Mas antes desse “descanso”, me pego pensando em como educar meninas para viver em constante estado de proteção e defesa. 

Me pego pensando em como criar meninos para aprenderem o que significa um “não” e saber respeitá-lo. Em como não responder ao mundo – às mulheres – com violência. Em saberem lidar com uma sociedade que exige cada vez mais uma masculinidade torpe, torta e odiosa.

Me pego pensando em como criar adultos para lidar com a vida prática, apesar de acreditar que ninguém sabe lidar direito com ela. 

Então Mariana Salomão nos faz deslocar a pergunta ao longo da narrativa, e me peguei pensando: “o que deixarei, através da educação de um filho, no mundo?”

“(…) Até terem seus próprios filhos, os filhos não sabem dimensionar o esforço de mantê-los vivos até aqui e arriscam-se demais.”

Em um mundo em constante colapso, machismo e red pills, como ter filhos?

 “(…) como se pode viver e fazer planos num mundo onde tudo acaba tanto.”

E aqui entra a antítese do livro de Mariana Salomão: como é a liberdade de não ter filhos? Porque a narradora não se lembra exatamente se teve, e conta, em uma das suas inúmeras versões, uma vida tão repleta.  

Mas e nós? O “se” não irá sempre espreitar, nos observar pela fresta da porta?

Pois o tempo é injusto com as mulheres. A decisão não pode ficar para tão mais tarde. Chegar aos 38 anos é quase uma surpresa. Nós imaginamos com 18, 20 e poucos e até os 30. Mas os quase 40 nos surpreende e assusta.

Ainda mais quando nos deparamos com uma decisão tão firme. E que ao contrário de quase todas as outras, não temos como voltar atrás: ter ou não filhos. E uma das maiores cruezas da vida, é os vários “e ses” que ela vai nos proporcionando ao longo dos anos.

“(…) que pode ser até difícil aos trinta e poucos anos a mulher decidir se quer ter um filho. O difícil mesmo, porém, é ter setenta e cinco e não conseguir decidir se deseja ter tido um filho.”

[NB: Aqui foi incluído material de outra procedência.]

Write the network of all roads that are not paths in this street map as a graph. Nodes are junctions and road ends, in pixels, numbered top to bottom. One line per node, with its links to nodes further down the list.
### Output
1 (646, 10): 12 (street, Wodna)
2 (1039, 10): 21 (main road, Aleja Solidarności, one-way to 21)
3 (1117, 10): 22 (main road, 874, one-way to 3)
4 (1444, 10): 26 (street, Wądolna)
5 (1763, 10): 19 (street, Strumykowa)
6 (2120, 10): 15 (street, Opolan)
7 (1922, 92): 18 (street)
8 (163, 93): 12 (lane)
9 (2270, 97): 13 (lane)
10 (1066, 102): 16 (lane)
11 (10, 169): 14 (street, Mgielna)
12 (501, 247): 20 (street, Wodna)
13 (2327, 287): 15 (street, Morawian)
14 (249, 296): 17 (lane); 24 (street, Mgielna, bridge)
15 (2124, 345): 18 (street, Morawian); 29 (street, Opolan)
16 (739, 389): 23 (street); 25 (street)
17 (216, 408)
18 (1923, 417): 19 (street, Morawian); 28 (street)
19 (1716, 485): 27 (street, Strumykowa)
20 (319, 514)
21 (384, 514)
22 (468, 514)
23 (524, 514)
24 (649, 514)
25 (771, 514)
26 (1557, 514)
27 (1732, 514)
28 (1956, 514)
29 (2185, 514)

Será que ter filhos é a ideia, de uma certa forma, de continuar vivendo no mundo – um modo simbólico de driblar a finitude?

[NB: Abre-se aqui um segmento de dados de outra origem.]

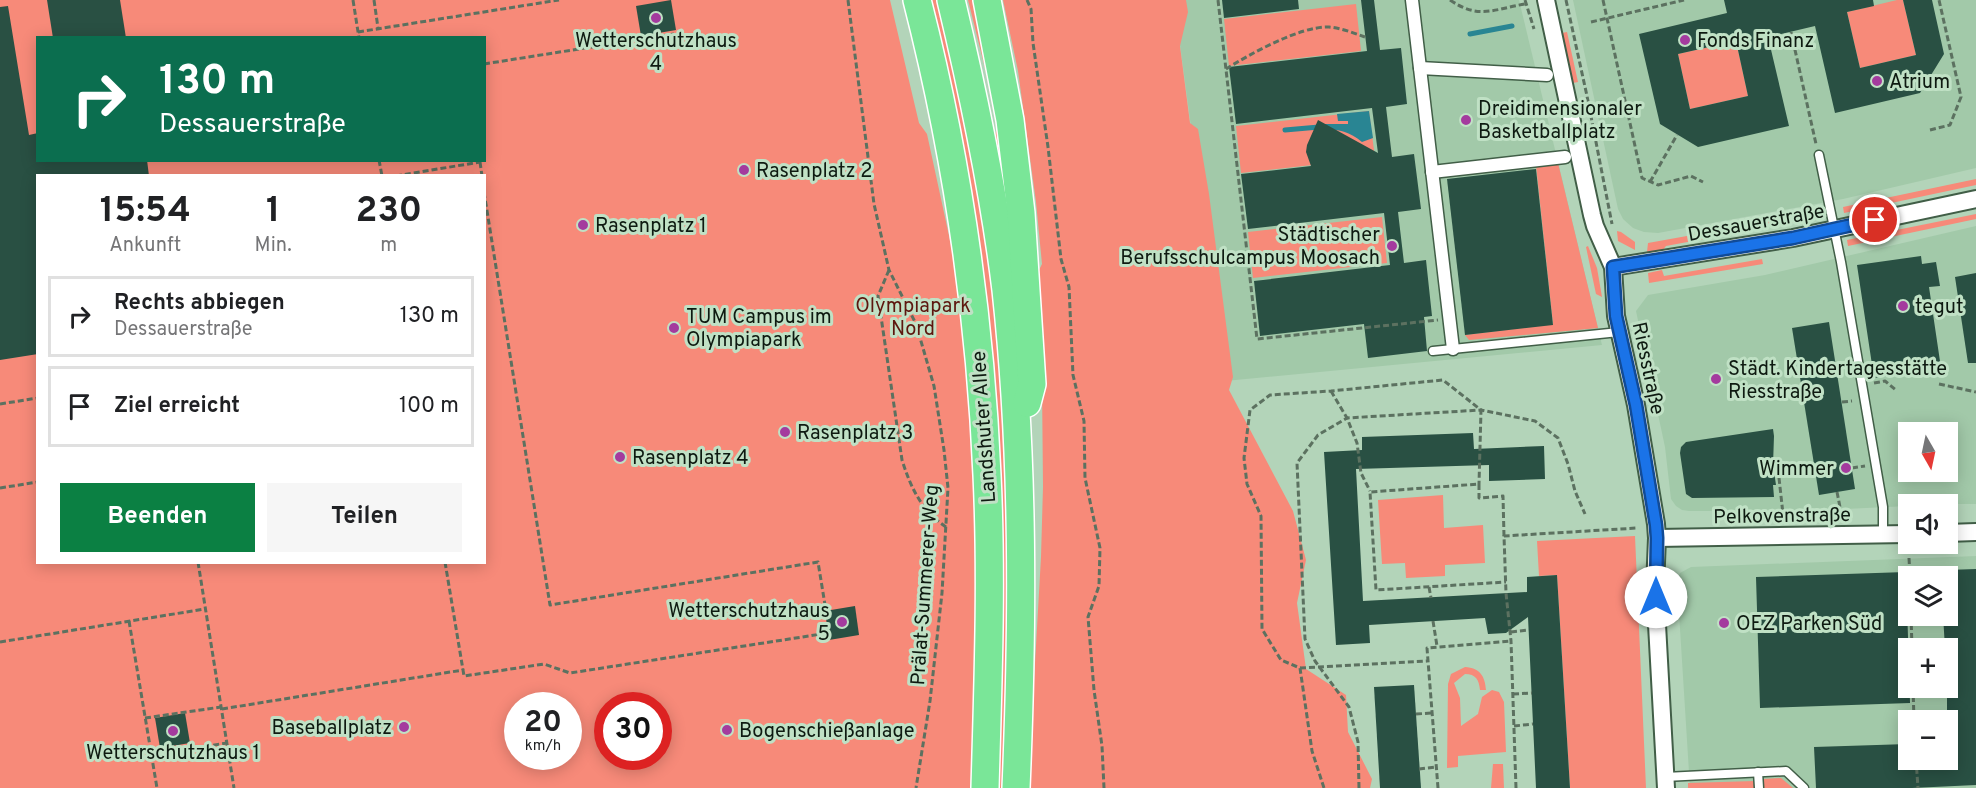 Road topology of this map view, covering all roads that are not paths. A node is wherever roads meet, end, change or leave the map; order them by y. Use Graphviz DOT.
graph roads {
  1 [pos="917,0"];
  2 [pos="951,0"];
  3 [pos="987,0"];
  4 [pos="1412,0"];
  5 [pos="1545,0"];
  6 [pos="1420,68"];
  7 [pos="1546,75"];
  8 [pos="1819,156"];
  9 [pos="1565,157"];
  10 [pos="1432,172"];
  11 [pos="1976,199"];
  12 [pos="1834,229"];
  13 [pos="1613,267"];
  14 [pos="1619,332"];
  15 [pos="1453,349"];
  16 [pos="1433,351"];
  17 [pos="1016,439"];
  18 [pos="1976,532"];
  19 [pos="1958,533"];
  20 [pos="1883,534"];
  21 [pos="1898,534"];
  22 [pos="1657,538"];
  23 [pos="1758,772"];
  24 [pos="1666,782"];
  25 [pos="985,788"];
  26 [pos="1016,788"];
  27 [pos="1759,788"];
  28 [pos="1804,788"];
  1 -- 25 [label="highway, Landshuter Allee"];
  2 -- 17 [label="highway, Landshuter Allee"];
  3 -- 17 [label="highway"];
  4 -- 6 [label="street"];
  5 -- 13 [label="street, Riesstraße"];
  6 -- 7 [label="street"];
  6 -- 10 [label="street"];
  8 -- 12 [label="lane"];
  9 -- 10 [label="street"];
  10 -- 15 [label="street"];
  11 -- 12 [label="street, Dessauerstraße"];
  12 -- 13 [label="street, Dessauerstraße"];
  12 -- 20 [label="lane"];
  13 -- 14 [label="street, Riesstraße"];
  14 -- 15 [label="lane"];
  14 -- 22 [label="street, Riesstraße"];
  15 -- 16 [label="lane"];
  17 -- 26 [label="highway, Landshuter Allee"];
  18 -- 19 [label="street"];
  20 -- 21 [label="street, Pelkovenstraße"];
  20 -- 22 [label="street, Pelkovenstraße"];
  22 -- 24 [label="street, Riesstraße"];
  23 -- 24 [label="lane"];
  23 -- 27 [label="lane"];
  23 -- 28 [label="lane"];
}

E se a decisão de ter ou não filhos passa diretamente por isso: a ideia de continuidade, de legado, de permanência, de driblar um pouco essa finitude em constante espreita?

Assim como essa imprevisibilidade da vida, o livro de Mariana nos apresenta, com muita beleza e graça, essas inúmeras possibilidades de morte, mas também de vida. E quem caminha com você nela. 

“(…) um lapso que acomete as mulheres e de repente decidem que podem trazer para a própria vida o risco mais absoluto, que é um filho.”